Il n’est pas impératif de souffler le premier prix pour sortir vainqueur du Concours Reine Elisabeth. Si Denis Kozhukhin, le pianiste qui a pu en 2010 se taxer d’être le meilleur des douze finalistes, s’emploie actuellement à étoffer sa discographie, Tae-Hyung Kim, bon pour une cinquième place lors de cette même édition, fait aujourd’hui encore salle comble. L’insolite éthique de travail du Sud-Coréen y contribue indéniablement beaucoup. Le virtuose estime en effet qu’un interprète ne peut comprendre un répertoire qu’en s’immergeant dans l’atmosphère d’un certain pays et d’une certaine époque. Loin d’avoir un agenda surchargé, il sélectionne au contraire précisément ses projets.

Tae-Hyung Kim © Bonsook Gu
Tae-Hyung Kim
© Bonsook Gu
Quelles implications l’étude du contexte dans lequel Tchaïkovski a écrit son Premier concerto pour piano a-t-elle sur l’interprétation ? Le résultat en est-il une lecture classique, relevée d’une pincée de mélancolie russe ? Pas du tout, semble-t-il. Kim est arrivé frais et dispos, avec nombre de phrasés inhabituels. Sautillant, dansant et pétillant, il a repoli une série de motifs, élargissant considérablement le spectre sensible de l’œuvre. Un premier Allegro lyrique et tourmenté ? Pas vraiment. On avait là quelque-chose de plutôt sombre, hormis quelques instants fortuitement illuminés. Un Andantino profondément tragique ? Non, car la fleur qu’il renferme s’est lentement épanouie. Enfin, doit-on s'attendre à un joyeux déchaînement pour le finale allegro ? Pas tout à fait non plus, l’orchestre lui mettait parfois des bâtons dans les roues.

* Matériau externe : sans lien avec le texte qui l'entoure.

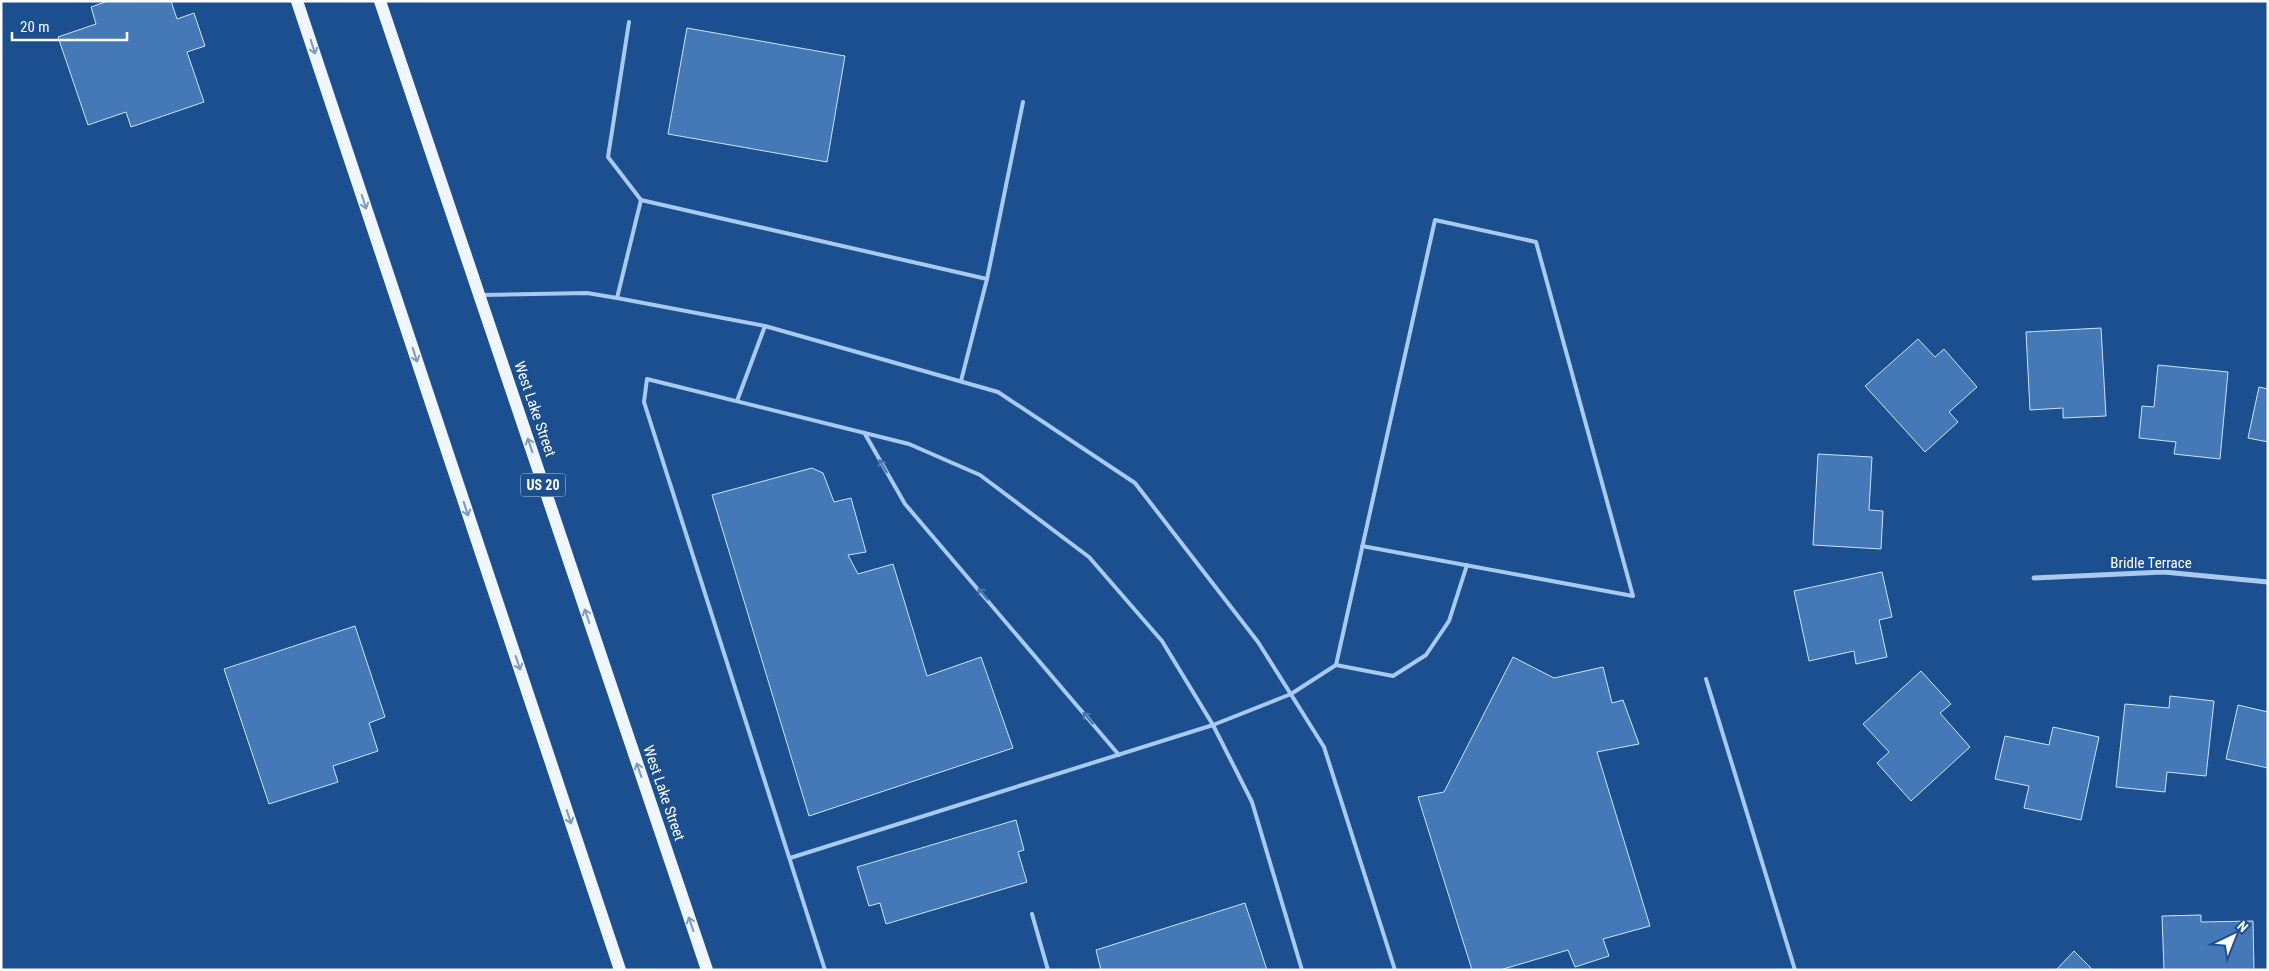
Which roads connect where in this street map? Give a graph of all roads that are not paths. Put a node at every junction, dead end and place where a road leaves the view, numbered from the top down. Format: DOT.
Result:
graph roads {
  1 [pos="297,1"];
  2 [pos="380,1"];
  3 [pos="629,22"];
  4 [pos="1023,102"];
  5 [pos="641,200"];
  6 [pos="987,279"];
  7 [pos="479,295"];
  8 [pos="616,298"];
  9 [pos="765,326"];
  10 [pos="961,381"];
  11 [pos="737,401"];
  12 [pos="864,434"];
  13 [pos="1362,546"];
  14 [pos="1467,565"];
  15 [pos="2034,578"];
  16 [pos="2268,582"];
  17 [pos="1336,665"];
  18 [pos="1706,679"];
  19 [pos="1291,694"];
  20 [pos="1213,725"];
  21 [pos="1119,755"];
  22 [pos="790,858"];
  23 [pos="1032,914"];
  24 [pos="620,970"];
  25 [pos="707,970"];
  26 [pos="825,970"];
  27 [pos="1048,970"];
  28 [pos="1302,970"];
  29 [pos="1395,970"];
  30 [pos="1795,970"];
  1 -- 24 [label="main road, one-way"];
  2 -- 7 [label="main road, West Lake Street / US 20"];
  3 -- 5 [label="lane"];
  4 -- 6 [label="lane"];
  5 -- 6 [label="lane"];
  5 -- 8 [label="lane"];
  6 -- 10 [label="lane"];
  7 -- 8 [label="lane"];
  25 -- 7 [label="main road, West Lake Street / US 20, one-way"];
  8 -- 9 [label="lane"];
  9 -- 10 [label="lane"];
  9 -- 11 [label="lane"];
  10 -- 19 [label="lane"];
  11 -- 12 [label="lane"];
  11 -- 22 [label="lane"];
  12 -- 20 [label="lane"];
  21 -- 12 [label="lane, one-way"];
  13 -- 14 [label="lane"];
  13 -- 14 [label="lane"];
  13 -- 17 [label="lane"];
  14 -- 17 [label="lane"];
  15 -- 16 [label="street, Bridle Terrace"];
  17 -- 19 [label="lane"];
  18 -- 30 [label="lane"];
  19 -- 20 [label="lane"];
  19 -- 29 [label="lane"];
  20 -- 21 [label="lane"];
  20 -- 28 [label="lane"];
  21 -- 22 [label="lane"];
  22 -- 26 [label="lane"];
  23 -- 27 [label="lane"];
}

Mais nos réserves n’avaient rien à voir avec la qualité des solistes ; du reste, l’interprétation était tout à fait convenable, portée par des bois tendres et des cuivres propres. Si tant est que l’on puisse parler d’un « problème », celui-ci était ailleurs. Le chef d’orchestre Vladimir Spivakov semblait en effet ne pas suffisamment assumer ses choix. Il a décidé de ne pas explorer à l’excès le registre pathétique, pour travailler au contraire avec des lignes subtiles. Mais en supprimant la substantifique moelle, quelle dose de romantisme reste-t-il ? Si les cordes jouent davantage à la corde, les bois trouvent avec plus d’insistance le contact avec le piano et plus rien n’empêche les cuivres de se laisser entendre ostensiblement. Même si elle donnait beaucoup à entendre, cette interprétation nous a laissé sur notre faim. On ne sait trop ce qui l'a guidé dans ces choix : empressement ? Désir de griser ? Ce drame dont Tchaïkovski a été le témoin jour après jour, à travers son existence matérielle ?

Vladimir Spivakov © Christian Steiner
Vladimir Spivakov
© Christian Steiner
D’un accompagnement clapotant à une interprétation soignée dans ses moindres détails : avec la Cinquième symphonie de Tchaïkovski, le public n’a plus douté longtemps de la qualité de Spivakov et de son National Philharmonic of Russia. Le chef d’orchestre a révélé un véritable esthète, un maître de danse approchant chaque groupe d’instruments d'une manière presque chorégraphique. Tout comme dans le Concerto pour piano, il a opté pour une lecture en continu, enchaînant sans respirer les différents mouvements. Mais l’oxygène était en quelque sorte enchâssé dans l’interprétation. Déployant une gestuelle ondoyante, Spivakov a joué un jeu fatal avec la fatalité. Lentement mais sûrement, la tension générale a enflé, jusqu’au surprenant finale. Même le volume de ces retentissantes trompettes semblait ici être parfaitement mis en scène. Sans parler des crins ! Avec des pizzicati galopants, de longues lignes distinguées et d’irrépressibles soupirs, l’appareil des cordes a fait exactement ce qui lui incombe au sein d’un orchestre russe.

Mais ce n’était pas encore terminé. Spivakov a donné au moins quatre bis : une Valse triste de Sibelius trop larmoyante, après quoi le chef d’orchestre s’est de nouveau lové dans le giron de mère Russie. Une valse de Tchaïkovski, une autre de Khatchatourian et une virevoltante danse populaire de ce dernier ; c'était l'occasion de voir le chef d’orchestre se transformer en danseur accompli. Et après ? Le public s'est engouffré dans la nuit froide, le cœur palpitant au gré d’une mesure à trois temps.